Collected data entries →
------------------------------
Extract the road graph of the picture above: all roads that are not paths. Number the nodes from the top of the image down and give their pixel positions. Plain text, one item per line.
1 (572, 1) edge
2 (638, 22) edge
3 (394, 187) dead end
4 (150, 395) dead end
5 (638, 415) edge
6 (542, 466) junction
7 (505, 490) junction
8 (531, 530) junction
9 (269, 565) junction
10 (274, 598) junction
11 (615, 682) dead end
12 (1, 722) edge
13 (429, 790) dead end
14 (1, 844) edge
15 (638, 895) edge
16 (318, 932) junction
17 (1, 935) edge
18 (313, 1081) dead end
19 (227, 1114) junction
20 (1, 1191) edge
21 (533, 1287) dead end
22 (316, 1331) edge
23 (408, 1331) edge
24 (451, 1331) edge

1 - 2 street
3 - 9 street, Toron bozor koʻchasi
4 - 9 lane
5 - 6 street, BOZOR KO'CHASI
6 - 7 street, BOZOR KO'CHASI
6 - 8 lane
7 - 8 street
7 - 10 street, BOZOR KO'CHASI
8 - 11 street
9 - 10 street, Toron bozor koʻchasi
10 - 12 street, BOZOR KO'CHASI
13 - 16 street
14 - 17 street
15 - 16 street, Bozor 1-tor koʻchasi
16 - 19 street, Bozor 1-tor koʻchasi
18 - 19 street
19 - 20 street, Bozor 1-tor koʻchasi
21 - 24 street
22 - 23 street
------------------------------
EXERCISE INSTRUCTIONS →
Read the records above. Show each line that has the string "Toron".

ANSWER BELOW →
3 - 9 street, Toron bozor koʻchasi
9 - 10 street, Toron bozor koʻchasi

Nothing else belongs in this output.